======== Record excerpts

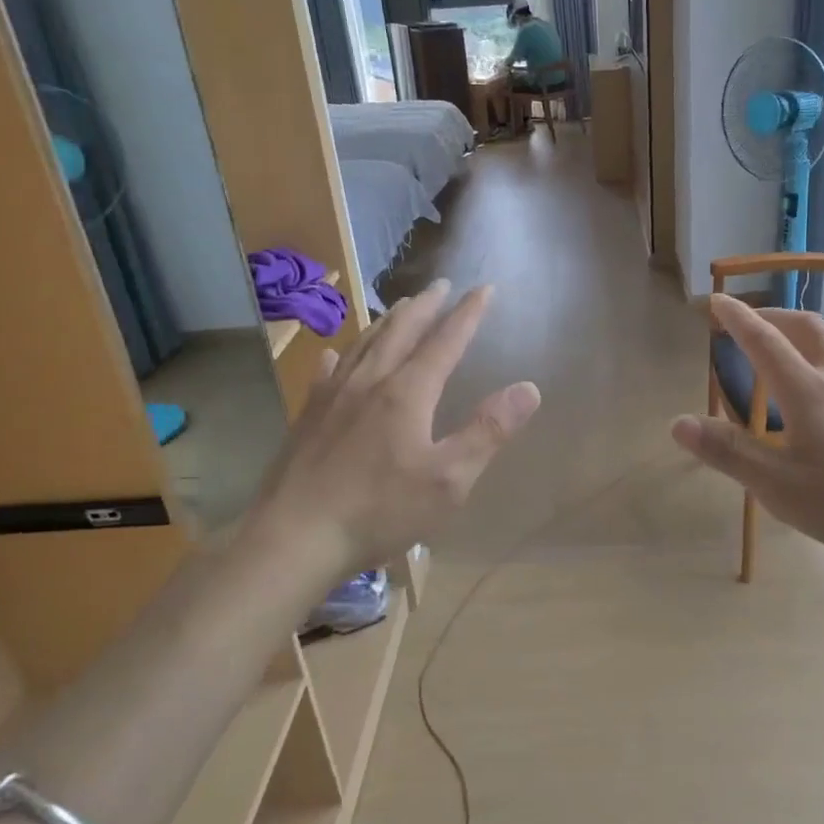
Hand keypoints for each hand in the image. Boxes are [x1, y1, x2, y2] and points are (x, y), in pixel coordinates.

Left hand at [244, 281, 539, 582]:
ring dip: (387, 321)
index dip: (467, 314)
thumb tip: (529, 387)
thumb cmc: (379, 510)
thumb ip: (489, 430)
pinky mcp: (308, 417)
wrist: (294, 538)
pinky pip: (328, 372)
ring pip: (364, 344)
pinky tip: (337, 354)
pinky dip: (342, 355)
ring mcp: (333, 397)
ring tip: (399, 308)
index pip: (445, 342)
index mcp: (407, 393)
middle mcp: (370, 382)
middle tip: (440, 285)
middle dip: (426, 306)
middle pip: (401, 332)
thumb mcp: (449, 479)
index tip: (484, 288)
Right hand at [671, 295, 823, 580]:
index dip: (737, 317)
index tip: (718, 299)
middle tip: (750, 322)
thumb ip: (730, 453)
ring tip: (787, 361)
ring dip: (803, 341)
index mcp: (808, 391)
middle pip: (805, 327)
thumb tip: (677, 422)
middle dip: (771, 316)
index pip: (763, 339)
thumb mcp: (781, 488)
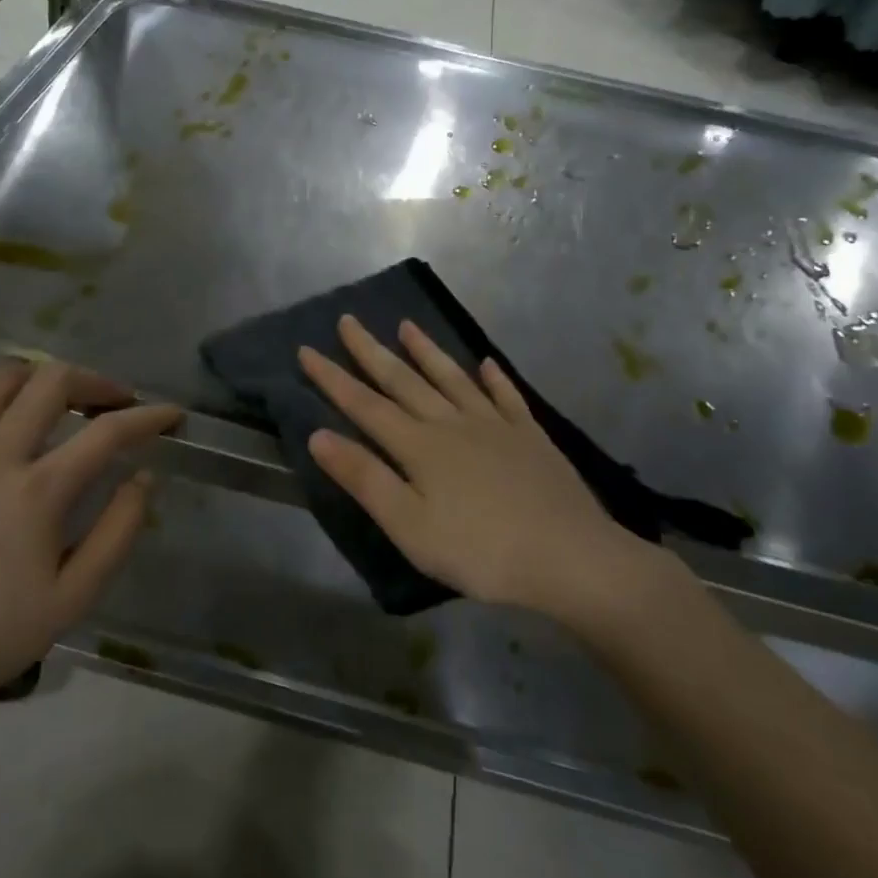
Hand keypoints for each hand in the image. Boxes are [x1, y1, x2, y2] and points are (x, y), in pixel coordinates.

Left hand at [0, 362, 180, 729]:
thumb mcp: (76, 595)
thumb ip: (119, 530)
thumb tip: (144, 478)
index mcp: (38, 491)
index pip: (106, 432)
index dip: (148, 417)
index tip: (173, 415)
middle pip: (52, 382)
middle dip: (96, 382)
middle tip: (118, 404)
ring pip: (3, 378)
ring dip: (44, 376)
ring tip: (67, 398)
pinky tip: (10, 406)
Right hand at [300, 316, 674, 630]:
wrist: (570, 557)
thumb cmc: (480, 550)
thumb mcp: (409, 526)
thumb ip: (364, 478)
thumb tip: (318, 435)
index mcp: (419, 446)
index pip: (364, 405)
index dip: (333, 378)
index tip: (307, 349)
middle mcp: (452, 423)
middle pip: (404, 381)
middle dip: (371, 351)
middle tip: (349, 320)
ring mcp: (494, 425)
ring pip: (451, 379)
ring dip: (427, 352)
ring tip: (407, 326)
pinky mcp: (529, 436)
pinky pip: (507, 397)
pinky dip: (494, 378)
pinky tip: (487, 363)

================

Directions for this task: Return the line that contains "ring dip: (427, 352)", along with every line after it in the data above, exactly and with nothing else.

Result below:
ring dip: (427, 352)
ring tip: (407, 326)
pinky mcp: (529, 436)
pinky pip: (507, 397)
pinky dip: (494, 378)
pinky tip: (487, 363)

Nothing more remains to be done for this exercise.